Throughout the listing below, copy each line containing "Hafenstraße".

◆ Given data ◆
▶
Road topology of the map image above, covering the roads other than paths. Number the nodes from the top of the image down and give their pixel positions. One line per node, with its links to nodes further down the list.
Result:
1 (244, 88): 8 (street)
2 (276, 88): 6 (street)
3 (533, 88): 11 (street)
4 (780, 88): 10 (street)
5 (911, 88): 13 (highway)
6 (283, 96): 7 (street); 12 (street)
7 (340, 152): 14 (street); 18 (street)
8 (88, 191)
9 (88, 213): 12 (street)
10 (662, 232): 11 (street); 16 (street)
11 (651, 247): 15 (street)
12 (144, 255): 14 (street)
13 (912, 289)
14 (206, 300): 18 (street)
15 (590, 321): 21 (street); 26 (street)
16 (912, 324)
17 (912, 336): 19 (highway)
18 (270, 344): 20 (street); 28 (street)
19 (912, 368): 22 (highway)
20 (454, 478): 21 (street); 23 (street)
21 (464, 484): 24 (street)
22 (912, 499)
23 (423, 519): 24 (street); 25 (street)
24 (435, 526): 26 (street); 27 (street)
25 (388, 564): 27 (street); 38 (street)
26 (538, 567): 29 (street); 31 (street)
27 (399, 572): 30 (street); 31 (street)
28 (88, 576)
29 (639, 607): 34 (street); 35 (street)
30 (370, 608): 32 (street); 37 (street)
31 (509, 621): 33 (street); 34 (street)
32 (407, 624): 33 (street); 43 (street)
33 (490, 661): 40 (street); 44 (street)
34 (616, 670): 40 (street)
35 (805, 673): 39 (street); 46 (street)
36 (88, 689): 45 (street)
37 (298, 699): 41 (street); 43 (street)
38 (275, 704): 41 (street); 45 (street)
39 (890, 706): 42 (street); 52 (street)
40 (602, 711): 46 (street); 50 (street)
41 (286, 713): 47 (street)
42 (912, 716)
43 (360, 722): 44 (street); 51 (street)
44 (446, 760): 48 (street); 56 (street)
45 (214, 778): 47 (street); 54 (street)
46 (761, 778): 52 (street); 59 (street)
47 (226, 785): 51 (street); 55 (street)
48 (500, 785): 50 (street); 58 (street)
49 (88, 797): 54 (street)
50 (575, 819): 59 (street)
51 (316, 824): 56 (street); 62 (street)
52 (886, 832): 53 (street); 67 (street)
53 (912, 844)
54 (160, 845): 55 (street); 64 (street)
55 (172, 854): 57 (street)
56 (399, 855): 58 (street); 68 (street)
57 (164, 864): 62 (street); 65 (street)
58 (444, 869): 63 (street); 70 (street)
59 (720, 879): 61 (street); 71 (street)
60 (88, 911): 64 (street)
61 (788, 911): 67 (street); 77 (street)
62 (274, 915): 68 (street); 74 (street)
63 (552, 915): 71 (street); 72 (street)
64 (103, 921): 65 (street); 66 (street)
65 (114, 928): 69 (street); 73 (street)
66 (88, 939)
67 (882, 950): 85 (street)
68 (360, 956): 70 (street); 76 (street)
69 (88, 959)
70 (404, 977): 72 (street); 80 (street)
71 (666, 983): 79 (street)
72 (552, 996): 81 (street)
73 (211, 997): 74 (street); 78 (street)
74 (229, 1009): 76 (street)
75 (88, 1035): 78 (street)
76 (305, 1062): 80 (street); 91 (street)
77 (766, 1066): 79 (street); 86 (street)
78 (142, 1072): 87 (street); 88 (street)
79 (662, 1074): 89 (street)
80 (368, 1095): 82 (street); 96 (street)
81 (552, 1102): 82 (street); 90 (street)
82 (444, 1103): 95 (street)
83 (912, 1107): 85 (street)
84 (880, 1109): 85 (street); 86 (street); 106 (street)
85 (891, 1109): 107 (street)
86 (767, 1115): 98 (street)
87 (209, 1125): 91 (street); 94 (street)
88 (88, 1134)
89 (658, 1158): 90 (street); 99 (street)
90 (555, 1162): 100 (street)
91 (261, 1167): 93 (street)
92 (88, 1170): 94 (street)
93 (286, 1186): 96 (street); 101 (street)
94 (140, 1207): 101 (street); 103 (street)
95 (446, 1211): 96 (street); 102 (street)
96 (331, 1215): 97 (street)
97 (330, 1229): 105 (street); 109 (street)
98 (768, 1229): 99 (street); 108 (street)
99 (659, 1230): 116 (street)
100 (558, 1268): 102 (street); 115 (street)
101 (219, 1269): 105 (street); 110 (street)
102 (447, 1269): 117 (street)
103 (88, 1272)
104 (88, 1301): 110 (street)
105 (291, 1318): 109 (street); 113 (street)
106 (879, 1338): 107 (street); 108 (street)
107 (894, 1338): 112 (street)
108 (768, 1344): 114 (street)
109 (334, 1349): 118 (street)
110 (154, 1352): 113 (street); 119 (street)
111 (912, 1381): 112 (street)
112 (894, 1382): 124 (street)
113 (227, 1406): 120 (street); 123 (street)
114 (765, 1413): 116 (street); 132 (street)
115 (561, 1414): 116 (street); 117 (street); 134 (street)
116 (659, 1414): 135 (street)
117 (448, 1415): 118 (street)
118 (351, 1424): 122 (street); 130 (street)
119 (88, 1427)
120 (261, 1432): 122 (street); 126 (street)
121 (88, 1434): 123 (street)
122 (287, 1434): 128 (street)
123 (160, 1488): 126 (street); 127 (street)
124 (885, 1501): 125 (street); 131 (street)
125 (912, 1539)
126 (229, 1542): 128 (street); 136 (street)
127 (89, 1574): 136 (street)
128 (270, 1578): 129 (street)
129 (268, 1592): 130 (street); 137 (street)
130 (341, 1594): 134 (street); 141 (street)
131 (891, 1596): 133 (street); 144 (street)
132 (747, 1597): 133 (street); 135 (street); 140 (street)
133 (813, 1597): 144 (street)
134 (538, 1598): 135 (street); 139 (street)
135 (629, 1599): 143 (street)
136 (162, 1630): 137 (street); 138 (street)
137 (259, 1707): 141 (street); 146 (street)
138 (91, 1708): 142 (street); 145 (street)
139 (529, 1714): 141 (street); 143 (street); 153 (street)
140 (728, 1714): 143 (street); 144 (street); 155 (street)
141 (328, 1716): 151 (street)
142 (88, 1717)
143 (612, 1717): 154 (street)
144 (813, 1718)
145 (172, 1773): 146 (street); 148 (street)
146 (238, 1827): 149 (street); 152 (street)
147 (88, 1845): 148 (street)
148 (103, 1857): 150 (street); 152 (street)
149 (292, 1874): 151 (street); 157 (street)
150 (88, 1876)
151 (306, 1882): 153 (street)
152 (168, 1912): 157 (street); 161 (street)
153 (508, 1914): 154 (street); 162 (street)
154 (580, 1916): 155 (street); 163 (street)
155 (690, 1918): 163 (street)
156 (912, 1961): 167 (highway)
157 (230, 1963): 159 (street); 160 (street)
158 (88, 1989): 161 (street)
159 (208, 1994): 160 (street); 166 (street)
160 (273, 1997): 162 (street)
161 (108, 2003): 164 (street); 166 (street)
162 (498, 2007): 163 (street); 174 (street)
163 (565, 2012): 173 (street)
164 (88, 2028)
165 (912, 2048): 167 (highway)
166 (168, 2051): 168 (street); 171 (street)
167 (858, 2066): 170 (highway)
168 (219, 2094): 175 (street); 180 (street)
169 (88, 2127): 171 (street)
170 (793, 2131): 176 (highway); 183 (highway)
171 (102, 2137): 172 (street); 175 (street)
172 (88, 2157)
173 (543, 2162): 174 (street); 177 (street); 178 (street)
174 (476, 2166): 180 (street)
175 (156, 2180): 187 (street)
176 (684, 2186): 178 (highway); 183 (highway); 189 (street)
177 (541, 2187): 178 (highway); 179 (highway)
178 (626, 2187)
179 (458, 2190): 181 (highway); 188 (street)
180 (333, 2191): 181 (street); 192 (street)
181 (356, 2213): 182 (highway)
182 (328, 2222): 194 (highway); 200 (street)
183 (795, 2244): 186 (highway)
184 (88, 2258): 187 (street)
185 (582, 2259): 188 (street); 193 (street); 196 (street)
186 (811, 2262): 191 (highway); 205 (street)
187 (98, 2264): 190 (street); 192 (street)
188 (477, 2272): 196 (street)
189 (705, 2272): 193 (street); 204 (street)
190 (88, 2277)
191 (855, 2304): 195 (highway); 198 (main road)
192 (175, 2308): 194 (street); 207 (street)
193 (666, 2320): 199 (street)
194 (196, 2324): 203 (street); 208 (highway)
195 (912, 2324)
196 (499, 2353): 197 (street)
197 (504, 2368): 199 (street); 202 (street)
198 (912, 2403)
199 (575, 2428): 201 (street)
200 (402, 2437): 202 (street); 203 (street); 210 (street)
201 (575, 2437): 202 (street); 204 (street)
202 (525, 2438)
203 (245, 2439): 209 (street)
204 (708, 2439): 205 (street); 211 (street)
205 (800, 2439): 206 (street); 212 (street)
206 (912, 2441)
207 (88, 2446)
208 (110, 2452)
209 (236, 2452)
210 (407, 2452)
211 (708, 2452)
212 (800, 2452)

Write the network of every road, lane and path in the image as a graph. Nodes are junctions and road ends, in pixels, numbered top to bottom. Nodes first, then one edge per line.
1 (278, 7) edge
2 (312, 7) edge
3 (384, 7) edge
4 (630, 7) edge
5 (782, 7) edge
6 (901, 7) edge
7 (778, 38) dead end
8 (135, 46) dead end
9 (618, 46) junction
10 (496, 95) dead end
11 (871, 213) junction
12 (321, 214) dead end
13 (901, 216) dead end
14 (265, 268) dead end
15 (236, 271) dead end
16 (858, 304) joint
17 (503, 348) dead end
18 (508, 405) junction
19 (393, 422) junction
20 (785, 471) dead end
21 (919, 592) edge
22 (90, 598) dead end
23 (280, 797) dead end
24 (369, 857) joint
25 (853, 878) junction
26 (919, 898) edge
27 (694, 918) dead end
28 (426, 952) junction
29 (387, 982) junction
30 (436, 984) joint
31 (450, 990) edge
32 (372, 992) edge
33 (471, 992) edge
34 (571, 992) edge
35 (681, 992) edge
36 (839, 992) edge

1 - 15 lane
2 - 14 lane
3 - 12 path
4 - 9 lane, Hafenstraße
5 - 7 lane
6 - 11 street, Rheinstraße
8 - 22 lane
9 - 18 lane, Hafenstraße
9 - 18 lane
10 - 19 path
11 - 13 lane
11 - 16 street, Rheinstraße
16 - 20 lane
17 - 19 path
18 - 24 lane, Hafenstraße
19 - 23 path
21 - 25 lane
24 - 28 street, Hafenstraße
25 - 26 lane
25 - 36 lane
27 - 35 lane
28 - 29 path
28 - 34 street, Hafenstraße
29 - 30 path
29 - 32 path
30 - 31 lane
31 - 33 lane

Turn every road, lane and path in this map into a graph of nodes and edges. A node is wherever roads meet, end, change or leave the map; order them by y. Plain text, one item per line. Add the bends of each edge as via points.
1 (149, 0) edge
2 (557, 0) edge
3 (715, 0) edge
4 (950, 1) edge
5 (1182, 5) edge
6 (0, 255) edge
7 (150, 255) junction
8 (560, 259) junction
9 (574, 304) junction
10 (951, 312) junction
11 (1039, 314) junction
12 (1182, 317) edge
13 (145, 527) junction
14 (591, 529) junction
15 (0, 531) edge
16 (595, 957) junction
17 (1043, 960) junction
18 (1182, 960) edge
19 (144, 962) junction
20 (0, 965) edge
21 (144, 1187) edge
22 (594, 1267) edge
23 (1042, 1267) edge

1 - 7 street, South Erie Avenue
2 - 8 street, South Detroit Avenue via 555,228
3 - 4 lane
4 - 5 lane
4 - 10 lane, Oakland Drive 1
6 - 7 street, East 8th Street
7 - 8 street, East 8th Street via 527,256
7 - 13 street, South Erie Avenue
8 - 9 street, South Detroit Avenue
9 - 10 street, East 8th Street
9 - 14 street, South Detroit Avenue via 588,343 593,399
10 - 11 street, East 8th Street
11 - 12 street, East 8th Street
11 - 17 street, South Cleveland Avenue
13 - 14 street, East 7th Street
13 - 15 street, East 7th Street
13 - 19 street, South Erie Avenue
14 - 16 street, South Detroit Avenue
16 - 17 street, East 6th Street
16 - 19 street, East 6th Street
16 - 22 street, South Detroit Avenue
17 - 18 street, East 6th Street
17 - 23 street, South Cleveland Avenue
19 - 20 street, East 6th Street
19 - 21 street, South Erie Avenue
◀
◆ Result of this task ◆
4 - 9 lane, Hafenstraße
9 - 18 lane, Hafenstraße
18 - 24 lane, Hafenstraße
24 - 28 street, Hafenstraße
28 - 34 street, Hafenstraße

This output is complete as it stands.